Ask a stupid question, get a stupid answer

Started by Cuddly Khan, February 17, 2011, 06:59:44 AM

Previous topic - Next topic

The Seamstress

Bleak House was bleak enough. No one wanted more of that.

Where did strawberries come from?

Jubal

Billa.

Why don't explosive radishes find peace?
The duke, the wanderer, the philosopher, the mariner, the warrior, the strategist, the storyteller, the wizard, the wayfarer...

The Seamstress

Because back in the 1920s when they were first grown as a weapon against radish thieves, the inventor didn't know that the one gene that makes them explosive also makes them highly aggressive, and today, no one dares to go near the radishes to change anything. They are doomed.


What happens tomorrow?

Jubal

music, perhaps. if we can hope for it.


Where does the blue of a jay's feather come from?
The duke, the wanderer, the philosopher, the mariner, the warrior, the strategist, the storyteller, the wizard, the wayfarer...

The Seamstress

From the depths of the galaxy, a sparkling reflection of cosmic dust originating in a mysterious blue nebula.

What has ten legs, an excellent sense of smell, red fur, and a moustache?

Jubal

Miss Borlycott Nexadroof, from the planet Rombleworp.


Why are they approaching? Why are they approaching?
The duke, the wanderer, the philosopher, the mariner, the warrior, the strategist, the storyteller, the wizard, the wayfarer...

The Seamstress

Who?? Where?? AAAAAAAAAAAAAAAAAARGH

(They probably just wanted to say Hi.)


What does Miss Borlycott Nexadroof do for a living?

Jubal

Vingleberry picking, mostly. And occasionally making vingleberry marmalade and selling it on the Great Market of Groob.

How does the Great Market of Groob compare to Amazon dot com?
The duke, the wanderer, the philosopher, the mariner, the warrior, the strategist, the storyteller, the wizard, the wayfarer...

The Seamstress

Well, the Great Market of Groob isn't owned by a greedy billionaire, but by Hagh-ha "Harry" Breeblx. His reputation is questionable at best, but he is neither greedy nor has he ever shown any interest in exploiting his fellow Rombleworpians. While Amazon dot com sells everything, the Great Market of Groob has everything and more: Vingleberry marmalade, of course, but also plenty of other fruit products (of which Rombleworpians are quite fond of), Goax cheese, a vast array of vegetables and household items, books, scrolls, laser knives, you name it. It's also a popular tourist destination where you can try all kinds of Rombleworpian delicacies for free. And there's a billionaire ban in place. No one on Rombleworp likes billionaires.

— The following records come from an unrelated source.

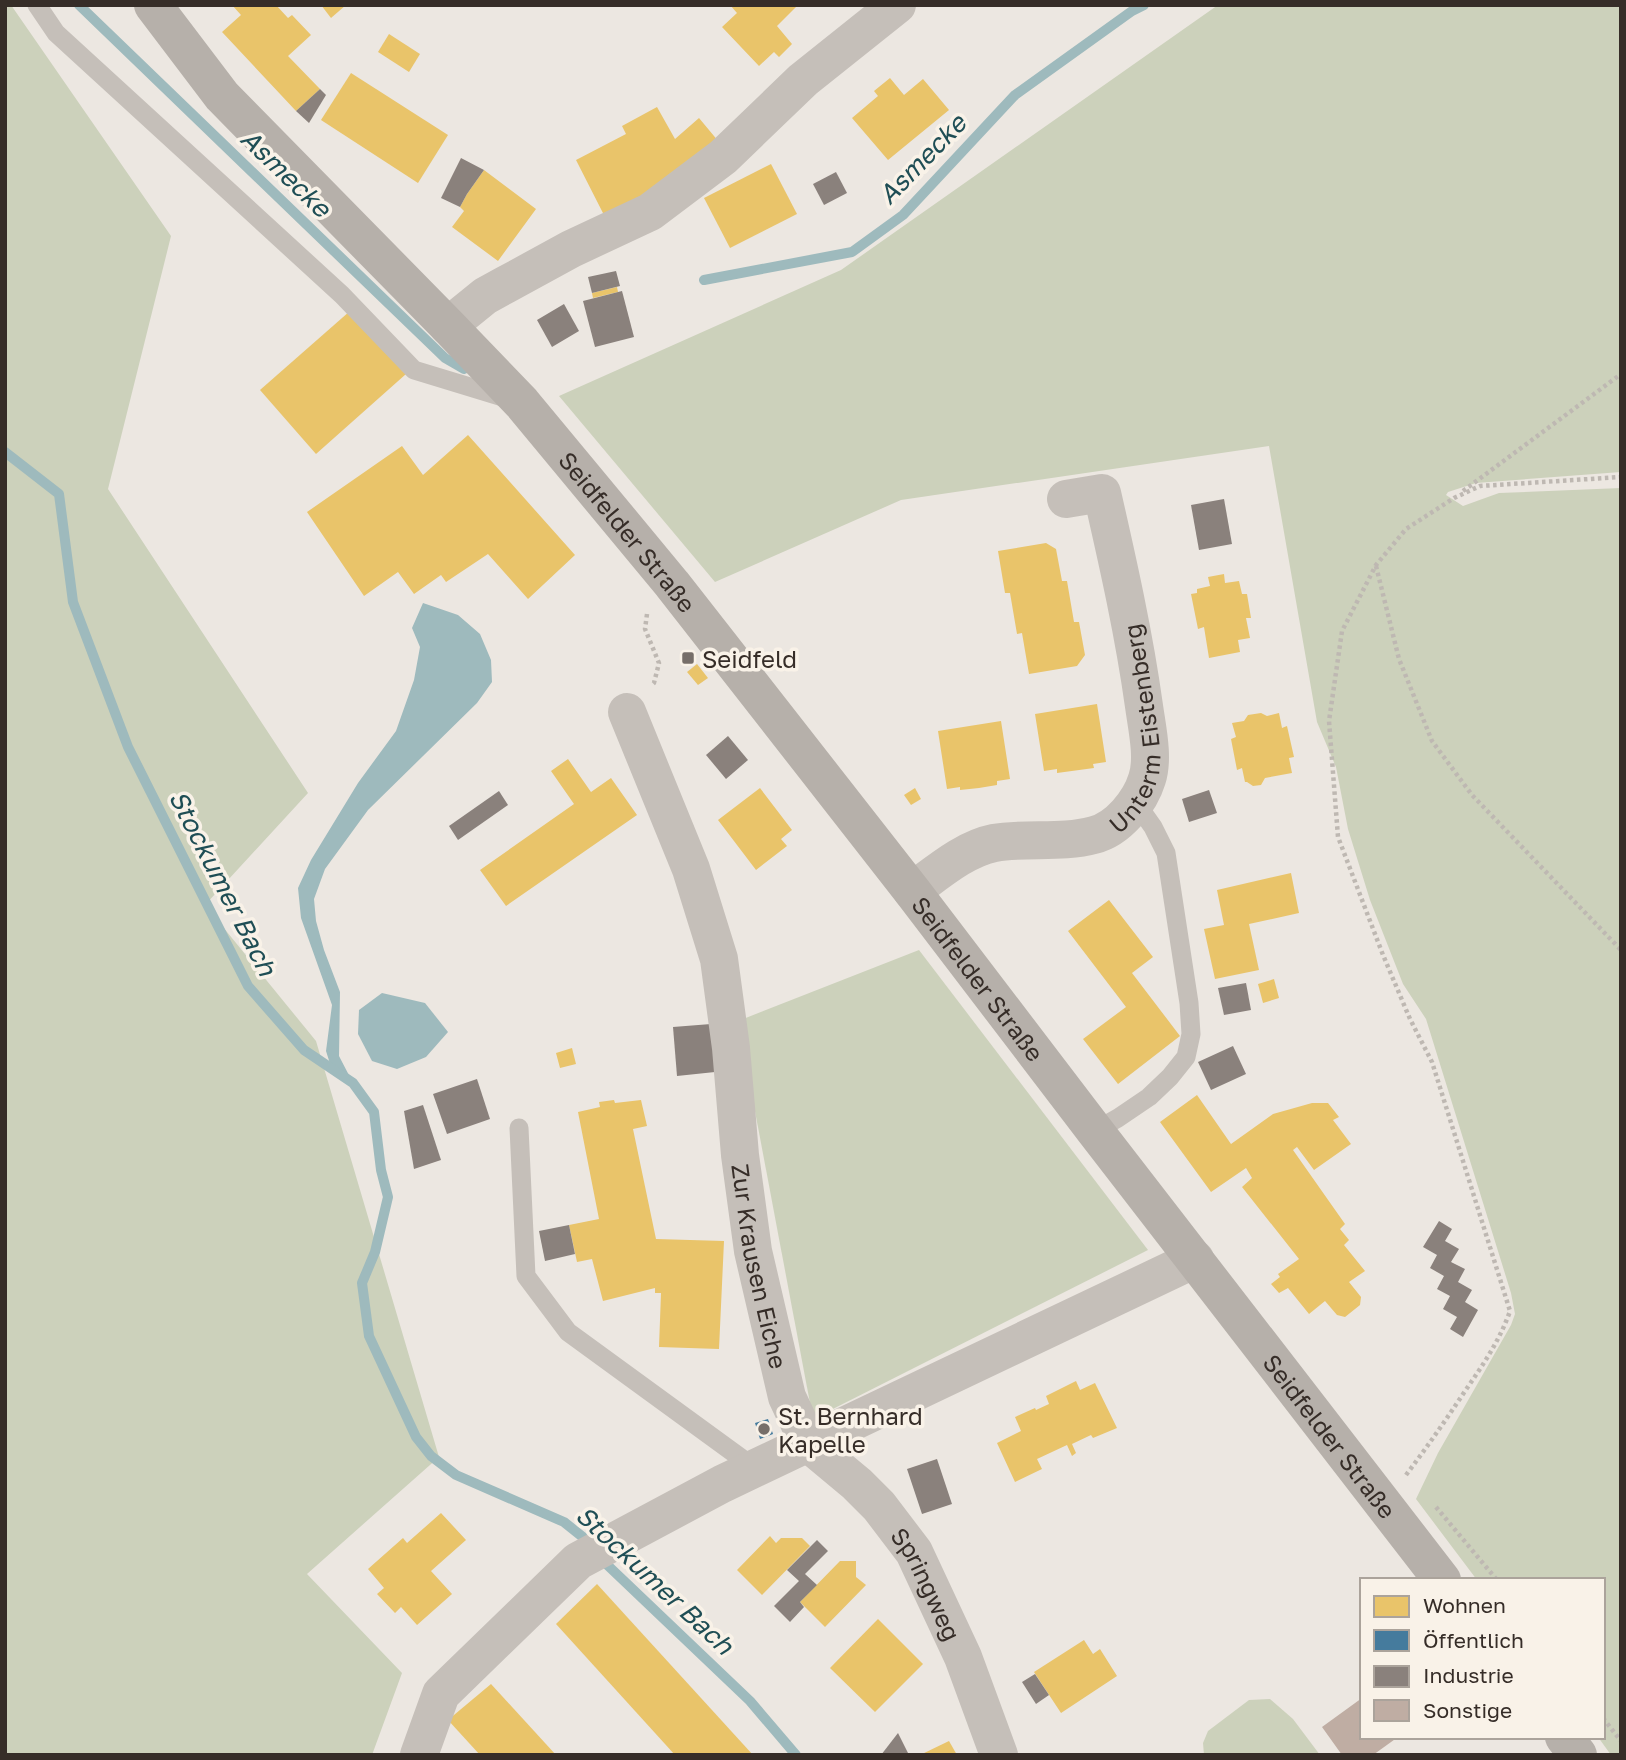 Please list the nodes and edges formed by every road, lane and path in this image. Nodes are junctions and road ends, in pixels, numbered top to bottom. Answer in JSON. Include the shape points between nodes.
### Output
{"nodes":[{"id":1,"x":37,"y":5,"type":"edge"},
{"id":2,"x":153,"y":5,"type":"edge"},
{"id":3,"x":897,"y":5,"type":"edge"},
{"id":4,"x":448,"y":326,"type":"junction"},
{"id":5,"x":1621,"y":374,"type":"edge"},
{"id":6,"x":522,"y":403,"type":"junction"},
{"id":7,"x":1621,"y":477,"type":"edge"},
{"id":8,"x":1454,"y":498,"type":"junction"},
{"id":9,"x":1066,"y":499,"type":"dead end"},
{"id":10,"x":1376,"y":565,"type":"junction"},
{"id":11,"x":672,"y":584,"type":"junction"},
{"id":12,"x":627,"y":712,"type":"joint"},
{"id":13,"x":1136,"y":803,"type":"junction"},
{"id":14,"x":912,"y":891,"type":"junction"},
{"id":15,"x":1621,"y":950,"type":"edge"},
{"id":16,"x":519,"y":1128,"type":"dead end"},
{"id":17,"x":1095,"y":1131,"type":"junction"},
{"id":18,"x":1195,"y":1259,"type":"junction"},
{"id":19,"x":809,"y":1444,"type":"junction"},
{"id":20,"x":756,"y":1469,"type":"junction"},
{"id":21,"x":1412,"y":1482,"type":"dead end"},
{"id":22,"x":1436,"y":1507,"type":"dead end"},
{"id":23,"x":1440,"y":1578,"type":"edge"},
{"id":24,"x":1495,"y":1578,"type":"edge"},
{"id":25,"x":1605,"y":1721,"type":"edge"},
{"id":26,"x":1566,"y":1739,"type":"edge"},
{"id":27,"x":1621,"y":1741,"type":"edge"},
{"id":28,"x":419,"y":1755,"type":"edge"},
{"id":29,"x":999,"y":1755,"type":"edge"},
{"id":30,"x":1578,"y":1755,"type":"edge"}],
"edges":[{"from":1,"to":6,"type":"lane","via":[[55,33],[342,295],[414,370]]},
{"from":2,"to":4,"type":"main road","name":"Seidfelder Straße","via":[[222,96]]},
{"from":3,"to":4,"type":"street","via":[[803,80],[723,157],[650,212],[485,296]]},
{"from":4,"to":6,"type":"main road","name":"Seidfelder Straße"},
{"from":5,"to":8,"type":"path"},
{"from":6,"to":11,"type":"main road","name":"Seidfelder Straße"},
{"from":7,"to":8,"type":"path","via":[[1480,486]]},
{"from":8,"to":10,"type":"path","via":[[1406,529]]},
{"from":9,"to":13,"type":"street","name":"Unterm Eistenberg","via":[[1102,493],[1129,617],[1150,748],[1148,778]]},
{"from":10,"to":15,"type":"path","via":[[1399,659],[1432,741],[1472,795]]},
{"from":10,"to":21,"type":"path","via":[[1342,631],[1329,720],[1338,837],[1410,1020],[1432,1062],[1510,1311],[1488,1357],[1404,1477]]},
{"from":11,"to":12,"type":"path","via":[[648,612],[645,629],[659,663],[654,683]]},
{"from":11,"to":14,"type":"main road","name":"Seidfelder Straße"},
{"from":12,"to":19,"type":"street","name":"Zur Krausen Eiche","via":[[691,869],[719,959],[752,1251],[787,1397]]},
{"from":13,"to":14,"type":"street","name":"Unterm Eistenberg","via":[[1097,835],[994,843],[976,849]]},
{"from":13,"to":17,"type":"lane","via":[[1166,853],[1191,1034],[1186,1057],[1170,1077],[1149,1097]]},
{"from":14,"to":17,"type":"main road","name":"Seidfelder Straße"},
{"from":16,"to":20,"type":"lane","via":[[526,1276],[568,1332]]},
{"from":17,"to":18,"type":"main road","name":"Seidfelder Straße"},
{"from":18,"to":19,"type":"street"},
{"from":18,"to":23,"type":"main road","name":"Seidfelder Straße"},
{"from":19,"to":20,"type":"street"},
{"from":19,"to":29,"type":"street","name":"Springweg","via":[[879,1506],[914,1552],[963,1657]]},
{"from":20,"to":28,"type":"street","via":[[578,1560],[441,1694]]},
{"from":22,"to":24,"type":"path"},
{"from":25,"to":27,"type":"path"},
{"from":26,"to":30,"type":"main road"}]}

Why does no one want to work as a knight anymore? You get a horse and fancy armour!

Jubal

It's all the knight shifts you have to work.


How do stars learn how to sing?
The duke, the wanderer, the philosopher, the mariner, the warrior, the strategist, the storyteller, the wizard, the wayfarer...

The Seamstress

They don't need to learn it, they're born with it!

What are you doing?

Jubal

Breathing, periodically.

What are yews doing?
The duke, the wanderer, the philosopher, the mariner, the warrior, the strategist, the storyteller, the wizard, the wayfarer...

The Seamstress

Being murderous. Don't go near them or they'll get you and drag you into their Lair of Doom!!

Who asked the first "What the hell??" in history?

Jubal

...Gilgamesh, when Ishtar threatened to let the dead out to consume the living, probably.

Why are villains always named things like the Dread Wolf rather than, say, the Corpulent Raccoon?
The duke, the wanderer, the philosopher, the mariner, the warrior, the strategist, the storyteller, the wizard, the wayfarer...

The Seamstress

Well, would you be afraid of a villain called the Corpulent Raccoon? I wouldn't. So they have to come up with something more sinister to instill a sense of impending doom & misery.

What's the difference between draft and craft?